What the exercise asks -
The answer must be every line of the data that holds the word "each".

(Collected data entries)
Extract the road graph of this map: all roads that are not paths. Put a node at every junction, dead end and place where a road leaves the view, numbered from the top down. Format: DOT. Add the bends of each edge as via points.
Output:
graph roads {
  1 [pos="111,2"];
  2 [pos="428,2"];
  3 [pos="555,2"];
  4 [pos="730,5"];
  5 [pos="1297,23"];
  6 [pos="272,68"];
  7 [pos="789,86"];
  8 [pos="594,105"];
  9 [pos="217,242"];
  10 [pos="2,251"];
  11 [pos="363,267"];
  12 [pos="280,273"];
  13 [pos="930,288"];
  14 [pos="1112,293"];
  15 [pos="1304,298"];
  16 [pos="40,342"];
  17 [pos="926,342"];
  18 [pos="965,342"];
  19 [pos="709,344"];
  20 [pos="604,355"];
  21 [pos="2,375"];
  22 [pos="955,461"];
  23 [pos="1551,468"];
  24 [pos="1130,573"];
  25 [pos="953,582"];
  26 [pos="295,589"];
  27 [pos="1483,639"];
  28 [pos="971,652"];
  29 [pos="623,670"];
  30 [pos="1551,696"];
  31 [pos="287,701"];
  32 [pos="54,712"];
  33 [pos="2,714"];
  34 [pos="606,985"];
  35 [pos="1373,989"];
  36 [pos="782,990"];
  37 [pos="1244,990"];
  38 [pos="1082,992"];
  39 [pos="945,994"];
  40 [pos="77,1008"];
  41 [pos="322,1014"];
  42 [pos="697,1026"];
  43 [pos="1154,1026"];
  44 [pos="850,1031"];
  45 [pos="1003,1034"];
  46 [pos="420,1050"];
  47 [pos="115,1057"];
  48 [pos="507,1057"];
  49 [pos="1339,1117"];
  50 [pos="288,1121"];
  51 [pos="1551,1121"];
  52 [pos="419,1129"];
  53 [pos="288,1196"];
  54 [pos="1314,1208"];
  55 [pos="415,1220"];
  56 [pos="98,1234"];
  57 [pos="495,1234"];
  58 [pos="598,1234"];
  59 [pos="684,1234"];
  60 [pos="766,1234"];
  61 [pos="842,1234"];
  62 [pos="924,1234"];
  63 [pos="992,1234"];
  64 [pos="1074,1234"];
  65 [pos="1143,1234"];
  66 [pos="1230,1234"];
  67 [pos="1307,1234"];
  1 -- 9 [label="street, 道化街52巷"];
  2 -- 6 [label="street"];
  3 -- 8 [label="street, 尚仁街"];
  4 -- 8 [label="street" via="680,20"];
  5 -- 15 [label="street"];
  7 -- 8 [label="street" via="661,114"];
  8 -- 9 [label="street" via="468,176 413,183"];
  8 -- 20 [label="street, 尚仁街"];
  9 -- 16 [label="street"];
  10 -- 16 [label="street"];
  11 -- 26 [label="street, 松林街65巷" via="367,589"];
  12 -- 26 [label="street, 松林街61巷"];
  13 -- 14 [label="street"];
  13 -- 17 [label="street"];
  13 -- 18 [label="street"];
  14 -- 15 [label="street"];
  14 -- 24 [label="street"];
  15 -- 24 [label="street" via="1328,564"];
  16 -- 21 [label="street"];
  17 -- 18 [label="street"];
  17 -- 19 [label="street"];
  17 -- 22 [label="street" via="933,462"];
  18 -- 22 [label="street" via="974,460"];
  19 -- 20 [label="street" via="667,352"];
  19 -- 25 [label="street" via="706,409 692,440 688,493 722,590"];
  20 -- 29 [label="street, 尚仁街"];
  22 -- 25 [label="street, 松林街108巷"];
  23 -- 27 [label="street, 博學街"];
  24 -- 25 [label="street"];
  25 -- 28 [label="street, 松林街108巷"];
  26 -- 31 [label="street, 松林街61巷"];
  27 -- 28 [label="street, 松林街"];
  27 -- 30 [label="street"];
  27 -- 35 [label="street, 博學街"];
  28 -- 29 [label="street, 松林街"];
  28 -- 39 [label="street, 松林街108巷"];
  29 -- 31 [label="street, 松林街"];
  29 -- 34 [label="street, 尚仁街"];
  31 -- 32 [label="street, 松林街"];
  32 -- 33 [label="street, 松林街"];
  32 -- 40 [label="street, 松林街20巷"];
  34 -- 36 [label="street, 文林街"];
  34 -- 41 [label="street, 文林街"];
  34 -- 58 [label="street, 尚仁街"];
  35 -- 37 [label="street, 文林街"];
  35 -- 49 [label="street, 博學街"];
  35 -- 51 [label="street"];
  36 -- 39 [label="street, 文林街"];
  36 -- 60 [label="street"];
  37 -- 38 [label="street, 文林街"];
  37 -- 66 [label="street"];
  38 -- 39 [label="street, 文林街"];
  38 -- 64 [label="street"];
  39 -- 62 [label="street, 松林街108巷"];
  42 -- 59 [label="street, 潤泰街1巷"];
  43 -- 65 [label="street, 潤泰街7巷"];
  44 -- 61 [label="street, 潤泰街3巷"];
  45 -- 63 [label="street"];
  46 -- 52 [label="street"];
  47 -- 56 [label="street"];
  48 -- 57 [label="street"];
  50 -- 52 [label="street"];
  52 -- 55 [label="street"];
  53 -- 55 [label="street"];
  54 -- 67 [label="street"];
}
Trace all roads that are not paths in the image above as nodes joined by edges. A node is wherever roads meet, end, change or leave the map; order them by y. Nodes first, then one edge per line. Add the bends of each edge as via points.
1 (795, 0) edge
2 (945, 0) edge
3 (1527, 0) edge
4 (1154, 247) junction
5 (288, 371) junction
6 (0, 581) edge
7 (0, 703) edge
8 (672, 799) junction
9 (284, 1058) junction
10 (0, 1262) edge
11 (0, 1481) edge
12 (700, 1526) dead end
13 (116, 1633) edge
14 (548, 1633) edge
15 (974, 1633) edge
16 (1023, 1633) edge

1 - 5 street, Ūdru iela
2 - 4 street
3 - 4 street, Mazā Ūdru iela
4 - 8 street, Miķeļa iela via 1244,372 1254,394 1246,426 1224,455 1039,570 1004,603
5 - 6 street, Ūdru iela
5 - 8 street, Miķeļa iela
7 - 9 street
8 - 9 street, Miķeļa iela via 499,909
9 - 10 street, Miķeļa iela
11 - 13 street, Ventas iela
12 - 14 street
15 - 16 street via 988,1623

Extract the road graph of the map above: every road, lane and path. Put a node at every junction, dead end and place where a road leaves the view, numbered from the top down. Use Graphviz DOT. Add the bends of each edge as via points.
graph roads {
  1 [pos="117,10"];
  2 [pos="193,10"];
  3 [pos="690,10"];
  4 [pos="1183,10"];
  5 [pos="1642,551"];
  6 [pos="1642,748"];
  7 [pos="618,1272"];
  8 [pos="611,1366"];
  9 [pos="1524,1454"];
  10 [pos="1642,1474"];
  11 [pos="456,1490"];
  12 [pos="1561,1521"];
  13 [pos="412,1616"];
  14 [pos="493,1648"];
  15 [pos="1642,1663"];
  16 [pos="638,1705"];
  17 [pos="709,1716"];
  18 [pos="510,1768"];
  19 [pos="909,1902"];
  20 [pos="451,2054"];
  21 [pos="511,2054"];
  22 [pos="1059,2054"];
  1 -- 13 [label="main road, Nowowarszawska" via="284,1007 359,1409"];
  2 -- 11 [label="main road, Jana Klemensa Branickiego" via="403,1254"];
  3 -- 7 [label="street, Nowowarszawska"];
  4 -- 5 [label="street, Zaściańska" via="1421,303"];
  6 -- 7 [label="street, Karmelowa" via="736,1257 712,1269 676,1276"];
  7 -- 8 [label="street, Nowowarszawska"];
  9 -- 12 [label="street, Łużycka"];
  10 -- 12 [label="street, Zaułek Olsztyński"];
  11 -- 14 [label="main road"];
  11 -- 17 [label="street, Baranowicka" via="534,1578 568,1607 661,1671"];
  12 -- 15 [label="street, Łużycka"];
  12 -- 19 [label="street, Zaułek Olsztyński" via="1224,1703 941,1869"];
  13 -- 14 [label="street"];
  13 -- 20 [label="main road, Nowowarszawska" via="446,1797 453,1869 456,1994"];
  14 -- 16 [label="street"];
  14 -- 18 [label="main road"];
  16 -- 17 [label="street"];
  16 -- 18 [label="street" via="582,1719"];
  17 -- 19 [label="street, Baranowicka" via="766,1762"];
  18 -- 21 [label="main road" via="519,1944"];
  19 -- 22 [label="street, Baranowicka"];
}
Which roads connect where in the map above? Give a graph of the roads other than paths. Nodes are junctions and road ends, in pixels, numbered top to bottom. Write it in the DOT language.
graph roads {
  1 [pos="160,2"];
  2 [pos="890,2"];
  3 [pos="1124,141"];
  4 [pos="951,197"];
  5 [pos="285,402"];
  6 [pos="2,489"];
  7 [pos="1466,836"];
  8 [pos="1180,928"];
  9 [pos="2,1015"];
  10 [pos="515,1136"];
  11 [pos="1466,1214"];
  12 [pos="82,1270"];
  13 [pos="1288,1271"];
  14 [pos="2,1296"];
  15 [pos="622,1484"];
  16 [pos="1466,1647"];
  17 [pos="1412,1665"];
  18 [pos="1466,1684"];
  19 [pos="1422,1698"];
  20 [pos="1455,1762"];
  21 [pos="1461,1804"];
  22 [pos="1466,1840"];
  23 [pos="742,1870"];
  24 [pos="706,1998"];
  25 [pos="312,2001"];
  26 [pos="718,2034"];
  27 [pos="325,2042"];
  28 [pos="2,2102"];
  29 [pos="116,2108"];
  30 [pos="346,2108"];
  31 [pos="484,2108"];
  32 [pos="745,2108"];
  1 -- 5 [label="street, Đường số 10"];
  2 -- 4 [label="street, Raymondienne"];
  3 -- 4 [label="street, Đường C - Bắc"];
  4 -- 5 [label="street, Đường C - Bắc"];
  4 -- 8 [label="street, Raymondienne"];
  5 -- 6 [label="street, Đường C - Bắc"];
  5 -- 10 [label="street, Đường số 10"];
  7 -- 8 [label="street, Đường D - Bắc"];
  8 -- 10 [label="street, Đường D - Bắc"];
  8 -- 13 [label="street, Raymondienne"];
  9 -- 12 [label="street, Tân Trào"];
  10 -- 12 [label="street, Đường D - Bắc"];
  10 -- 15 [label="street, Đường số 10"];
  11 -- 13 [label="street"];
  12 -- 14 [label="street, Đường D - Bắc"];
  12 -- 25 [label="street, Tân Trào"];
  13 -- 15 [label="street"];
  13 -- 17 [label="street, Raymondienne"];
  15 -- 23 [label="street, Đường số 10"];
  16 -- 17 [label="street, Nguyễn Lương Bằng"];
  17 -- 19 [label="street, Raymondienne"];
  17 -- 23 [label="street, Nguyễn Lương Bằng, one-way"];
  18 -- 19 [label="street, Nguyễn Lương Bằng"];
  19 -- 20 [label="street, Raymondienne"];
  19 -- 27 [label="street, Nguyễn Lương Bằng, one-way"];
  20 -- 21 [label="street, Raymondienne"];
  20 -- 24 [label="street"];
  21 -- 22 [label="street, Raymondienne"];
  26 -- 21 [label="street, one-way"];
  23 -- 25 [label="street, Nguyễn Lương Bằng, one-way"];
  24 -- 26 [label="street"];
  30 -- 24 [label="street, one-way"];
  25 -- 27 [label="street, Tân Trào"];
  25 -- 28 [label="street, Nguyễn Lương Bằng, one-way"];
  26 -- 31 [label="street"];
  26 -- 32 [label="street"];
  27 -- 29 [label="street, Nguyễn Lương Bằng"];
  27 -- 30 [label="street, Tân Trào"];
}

The completed task -
Extract the road graph of this map: all roads that are not paths. Put a node at every junction, dead end and place where a road leaves the view, numbered from the top down. Format: DOT. Add the bends of each edge as via points.
Trace all roads that are not paths in the image above as nodes joined by edges. A node is wherever roads meet, end, change or leave the map; order them by y. Nodes first, then one edge per line. Add the bends of each edge as via points.
Extract the road graph of the map above: every road, lane and path. Put a node at every junction, dead end and place where a road leaves the view, numbered from the top down. Use Graphviz DOT. Add the bends of each edge as via points.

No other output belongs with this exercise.